Why "friendship" and "discipleship"?
Why reclamation of these loaded ideas? Why not new terms to describe our deepest hope for our shared pursuit of Jesus? The reason is that Jesus life demonstrated that he cared so much about these two things. His incarnation on earth was the "full manifestation of the invisible God". His life was the full picture of discipleship and friendship. His being and doing focused most of his ministry on the twelve guys who followed Him that were called his disciples. It was these twelve guys that he spent three years of his life with until the end of his journey, where he called them friends.
The late Dallas Willard wrote the following, "If I am Jesus’ disciple that means I am with Him to learn from Him how to be like Him".
This description of discipleship sounds a lot like interacting with a loving and personable friend, who happened to also be the God of the universe. It focuses much more on relationship than on the programs that facilitate it. It sounds like the honesty and difficulty that all of our relationships call us to. It reverberates the choice to trust and risk putting our confidence in the love another has for us. What a crazy beautiful picture of discipleship.
I believe that friendship is simply an echo of the picture above. The Holy Spirit is inviting us to love one another as a reflection of a God that is lovingly faithful to us, His friends and disciples.
Put another way, an early church hymn in Philippians 2:5-8 says the following about God's hope for our relationships with Jesus and each other:
In your relationships with one another, have the same mindset as Christ Jesus: Who, being in very nature God, did not consider equality with God something to be used to his own advantage; rather, he made himself nothing by taking the very nature of a servant, being made in human likeness. And being found in appearance as a man, he humbled himself by becoming obedient to death—even death on a cross!
Perhaps this could be our heart for discipleship and friendship.
Simply Being with Jesus, and then being with each other.
Presence with and service to our city. Presence with and service to our friends who follow Jesus and those who do not. And not just presence and service as an entity or an organization or a community or a program. But real raw human closeness. Presence in personal form. Seeing discipleship encapsulated as pointing and going towards Jesus together as friends.
What a joy it would be to have friends who point out evidence of Jesus' movement and work in our lives, and to get to be friends who do the same for others. Being disciples of Jesus, who encourage each other to do the same.
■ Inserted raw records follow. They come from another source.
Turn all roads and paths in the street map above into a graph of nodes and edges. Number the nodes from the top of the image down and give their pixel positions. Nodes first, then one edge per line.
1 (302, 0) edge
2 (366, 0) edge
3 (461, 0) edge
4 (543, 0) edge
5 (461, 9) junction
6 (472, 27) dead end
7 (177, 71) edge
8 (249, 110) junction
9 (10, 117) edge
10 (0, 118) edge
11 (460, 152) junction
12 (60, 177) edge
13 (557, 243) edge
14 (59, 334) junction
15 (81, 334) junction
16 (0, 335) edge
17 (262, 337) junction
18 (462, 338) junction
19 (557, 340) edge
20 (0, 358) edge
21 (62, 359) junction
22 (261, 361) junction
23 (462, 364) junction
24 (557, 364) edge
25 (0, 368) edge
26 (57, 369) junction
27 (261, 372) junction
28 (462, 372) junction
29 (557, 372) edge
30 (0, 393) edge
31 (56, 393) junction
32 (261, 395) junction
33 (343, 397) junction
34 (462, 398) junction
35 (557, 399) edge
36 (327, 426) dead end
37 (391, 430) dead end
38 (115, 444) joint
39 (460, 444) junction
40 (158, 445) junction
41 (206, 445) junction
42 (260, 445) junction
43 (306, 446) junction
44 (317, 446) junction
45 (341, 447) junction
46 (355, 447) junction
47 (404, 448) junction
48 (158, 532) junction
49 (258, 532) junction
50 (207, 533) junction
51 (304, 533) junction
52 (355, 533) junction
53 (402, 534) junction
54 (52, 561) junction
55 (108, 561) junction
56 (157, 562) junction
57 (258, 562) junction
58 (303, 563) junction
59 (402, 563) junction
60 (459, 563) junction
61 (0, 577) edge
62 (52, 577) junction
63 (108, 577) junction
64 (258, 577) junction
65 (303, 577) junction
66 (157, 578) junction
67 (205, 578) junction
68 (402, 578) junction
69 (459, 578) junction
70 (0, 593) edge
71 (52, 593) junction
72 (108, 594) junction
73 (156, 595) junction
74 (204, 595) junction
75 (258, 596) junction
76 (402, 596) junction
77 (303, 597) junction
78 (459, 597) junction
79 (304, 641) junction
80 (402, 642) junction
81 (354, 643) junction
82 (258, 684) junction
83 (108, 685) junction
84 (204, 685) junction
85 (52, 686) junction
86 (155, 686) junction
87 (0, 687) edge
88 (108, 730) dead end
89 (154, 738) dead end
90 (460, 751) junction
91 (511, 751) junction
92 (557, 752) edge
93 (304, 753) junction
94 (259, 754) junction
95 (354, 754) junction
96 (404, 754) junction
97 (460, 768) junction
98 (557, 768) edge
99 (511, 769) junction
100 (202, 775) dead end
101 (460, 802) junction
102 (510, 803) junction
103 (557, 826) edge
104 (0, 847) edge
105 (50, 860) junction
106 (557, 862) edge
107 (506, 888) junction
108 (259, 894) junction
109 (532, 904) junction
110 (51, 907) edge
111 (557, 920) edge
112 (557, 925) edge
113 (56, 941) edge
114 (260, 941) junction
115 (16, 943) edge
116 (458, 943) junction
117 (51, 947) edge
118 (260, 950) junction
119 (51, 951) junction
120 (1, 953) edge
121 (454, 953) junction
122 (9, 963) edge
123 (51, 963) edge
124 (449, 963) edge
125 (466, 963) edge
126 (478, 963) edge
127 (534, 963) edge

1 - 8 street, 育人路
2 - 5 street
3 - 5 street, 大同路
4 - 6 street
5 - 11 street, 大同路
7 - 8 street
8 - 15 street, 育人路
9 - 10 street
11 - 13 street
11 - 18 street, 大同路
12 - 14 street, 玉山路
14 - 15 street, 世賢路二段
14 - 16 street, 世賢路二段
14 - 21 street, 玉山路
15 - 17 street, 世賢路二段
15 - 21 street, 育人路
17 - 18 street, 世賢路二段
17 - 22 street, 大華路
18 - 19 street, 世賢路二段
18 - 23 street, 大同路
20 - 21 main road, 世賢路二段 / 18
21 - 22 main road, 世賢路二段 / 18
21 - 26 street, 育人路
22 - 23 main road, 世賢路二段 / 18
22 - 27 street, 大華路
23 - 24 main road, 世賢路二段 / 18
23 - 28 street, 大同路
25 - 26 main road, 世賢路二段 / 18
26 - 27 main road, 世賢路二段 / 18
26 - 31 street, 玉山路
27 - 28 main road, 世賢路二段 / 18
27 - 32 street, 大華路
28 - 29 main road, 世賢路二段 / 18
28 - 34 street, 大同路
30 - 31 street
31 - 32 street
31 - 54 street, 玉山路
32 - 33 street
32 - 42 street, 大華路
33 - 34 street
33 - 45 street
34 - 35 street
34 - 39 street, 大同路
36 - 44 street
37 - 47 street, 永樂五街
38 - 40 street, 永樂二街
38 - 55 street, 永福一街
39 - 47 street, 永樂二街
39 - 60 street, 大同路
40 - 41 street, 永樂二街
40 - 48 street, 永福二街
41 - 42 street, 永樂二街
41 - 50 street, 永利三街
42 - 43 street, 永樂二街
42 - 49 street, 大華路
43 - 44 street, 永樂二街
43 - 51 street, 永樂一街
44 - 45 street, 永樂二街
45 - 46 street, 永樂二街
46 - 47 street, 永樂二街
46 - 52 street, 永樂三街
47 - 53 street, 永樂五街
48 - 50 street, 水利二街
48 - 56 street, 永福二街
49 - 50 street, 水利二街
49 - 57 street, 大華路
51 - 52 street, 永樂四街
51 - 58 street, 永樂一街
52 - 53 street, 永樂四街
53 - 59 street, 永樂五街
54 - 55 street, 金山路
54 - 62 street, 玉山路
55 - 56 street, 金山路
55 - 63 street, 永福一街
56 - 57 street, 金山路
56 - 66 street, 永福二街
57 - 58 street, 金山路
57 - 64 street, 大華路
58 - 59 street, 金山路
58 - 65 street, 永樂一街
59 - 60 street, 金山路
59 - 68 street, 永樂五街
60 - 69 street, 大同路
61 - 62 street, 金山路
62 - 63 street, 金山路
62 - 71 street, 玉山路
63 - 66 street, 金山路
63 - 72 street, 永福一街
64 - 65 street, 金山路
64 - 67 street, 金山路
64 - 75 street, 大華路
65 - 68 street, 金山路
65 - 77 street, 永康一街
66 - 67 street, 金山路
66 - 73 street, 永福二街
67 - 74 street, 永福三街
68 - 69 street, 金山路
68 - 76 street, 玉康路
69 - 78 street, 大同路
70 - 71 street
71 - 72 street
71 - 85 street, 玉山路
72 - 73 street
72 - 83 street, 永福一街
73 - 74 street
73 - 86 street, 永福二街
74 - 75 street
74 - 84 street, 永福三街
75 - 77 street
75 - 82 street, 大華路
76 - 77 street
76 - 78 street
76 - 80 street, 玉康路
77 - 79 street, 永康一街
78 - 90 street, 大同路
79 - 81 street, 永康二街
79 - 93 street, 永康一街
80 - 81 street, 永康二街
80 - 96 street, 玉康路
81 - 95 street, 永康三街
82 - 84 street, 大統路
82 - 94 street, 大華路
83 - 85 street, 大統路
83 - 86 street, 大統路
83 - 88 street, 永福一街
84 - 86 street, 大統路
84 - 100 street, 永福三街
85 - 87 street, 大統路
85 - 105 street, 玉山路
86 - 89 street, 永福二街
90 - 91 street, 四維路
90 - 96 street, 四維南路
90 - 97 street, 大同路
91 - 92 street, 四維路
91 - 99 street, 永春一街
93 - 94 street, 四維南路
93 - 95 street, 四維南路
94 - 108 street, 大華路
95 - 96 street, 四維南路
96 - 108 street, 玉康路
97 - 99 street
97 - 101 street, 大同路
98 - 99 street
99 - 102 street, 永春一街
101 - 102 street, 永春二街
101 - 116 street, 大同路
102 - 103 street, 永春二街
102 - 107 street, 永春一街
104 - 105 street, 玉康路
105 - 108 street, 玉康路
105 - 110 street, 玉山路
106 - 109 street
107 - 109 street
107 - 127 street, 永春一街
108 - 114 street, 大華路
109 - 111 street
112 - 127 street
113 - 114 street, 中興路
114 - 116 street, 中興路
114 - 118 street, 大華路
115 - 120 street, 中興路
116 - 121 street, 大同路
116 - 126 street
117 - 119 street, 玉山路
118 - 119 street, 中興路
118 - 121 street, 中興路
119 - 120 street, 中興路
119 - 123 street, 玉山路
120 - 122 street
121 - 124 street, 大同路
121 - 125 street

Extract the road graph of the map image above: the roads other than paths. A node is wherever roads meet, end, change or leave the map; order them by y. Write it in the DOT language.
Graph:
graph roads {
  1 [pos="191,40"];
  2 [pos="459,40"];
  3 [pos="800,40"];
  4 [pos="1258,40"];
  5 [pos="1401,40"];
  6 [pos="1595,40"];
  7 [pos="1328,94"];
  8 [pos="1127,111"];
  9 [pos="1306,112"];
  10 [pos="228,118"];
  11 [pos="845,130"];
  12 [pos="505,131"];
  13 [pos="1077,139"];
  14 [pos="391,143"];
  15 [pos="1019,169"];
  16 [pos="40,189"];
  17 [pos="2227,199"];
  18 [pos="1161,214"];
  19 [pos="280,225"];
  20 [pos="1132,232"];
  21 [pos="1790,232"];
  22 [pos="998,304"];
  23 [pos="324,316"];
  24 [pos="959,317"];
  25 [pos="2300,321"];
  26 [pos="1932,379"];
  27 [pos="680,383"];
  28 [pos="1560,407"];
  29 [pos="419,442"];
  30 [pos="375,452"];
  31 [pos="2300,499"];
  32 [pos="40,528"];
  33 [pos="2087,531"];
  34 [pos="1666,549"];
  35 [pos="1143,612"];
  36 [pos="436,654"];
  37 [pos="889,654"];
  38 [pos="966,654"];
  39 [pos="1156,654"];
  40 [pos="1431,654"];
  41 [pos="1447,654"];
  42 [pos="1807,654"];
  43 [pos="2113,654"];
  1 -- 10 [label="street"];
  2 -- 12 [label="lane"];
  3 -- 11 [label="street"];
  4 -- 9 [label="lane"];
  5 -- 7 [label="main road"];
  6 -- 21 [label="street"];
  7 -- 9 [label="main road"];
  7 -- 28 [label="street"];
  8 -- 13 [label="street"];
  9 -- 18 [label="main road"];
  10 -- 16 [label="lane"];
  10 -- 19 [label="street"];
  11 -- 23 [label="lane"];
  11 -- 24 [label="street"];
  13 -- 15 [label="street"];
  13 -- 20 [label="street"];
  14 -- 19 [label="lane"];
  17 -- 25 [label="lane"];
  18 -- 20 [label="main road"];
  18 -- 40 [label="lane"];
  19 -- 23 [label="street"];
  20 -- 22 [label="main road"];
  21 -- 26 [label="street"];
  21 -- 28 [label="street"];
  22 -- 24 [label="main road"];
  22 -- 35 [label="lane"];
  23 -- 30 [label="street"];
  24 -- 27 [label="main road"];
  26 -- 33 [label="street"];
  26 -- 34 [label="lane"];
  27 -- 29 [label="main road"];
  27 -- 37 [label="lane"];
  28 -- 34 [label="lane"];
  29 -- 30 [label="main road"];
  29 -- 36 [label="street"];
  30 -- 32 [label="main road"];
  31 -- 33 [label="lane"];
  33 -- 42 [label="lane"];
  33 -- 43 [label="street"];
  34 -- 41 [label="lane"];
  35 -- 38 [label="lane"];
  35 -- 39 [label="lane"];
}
Let's simply receive discipleship and friendship as gift from God and one another. No strings attached, except for a joyous invitation to closeness. Intimacy. Love. Freedom. Grace. Truth. Beauty. Let's stand by the fire pit together, facing the flame of what Jesus is doing in our lives. Let's laugh together, sing together, cry together, mourn together, but most importantly...let's turn to Jesus together as friends hoping to be His disciples.
Let's start over.
Let's try this new approach to friendship and discipleship. Let's wipe the dust clean off of our old slate, by returning to Jesus' hopes for both. Perhaps you abandoned the idea of genuine friendship with others because you've been hurt by past relationships. Perhaps you abandoned discipleship because you felt like you could never "do" it well enough, fit the mold, or failed in your previous attempts to be intentional, faithful, or fruitful.
As we run our hand over cooled granite of our lives past, lets brush those residual crumbs to the ground to be trampled under our feet. Let's watch how quickly they disappear in the face of Jesus' discipleship and friendship in our lives...Let's be honest friends to one another as we help each other to be disciples of Jesus.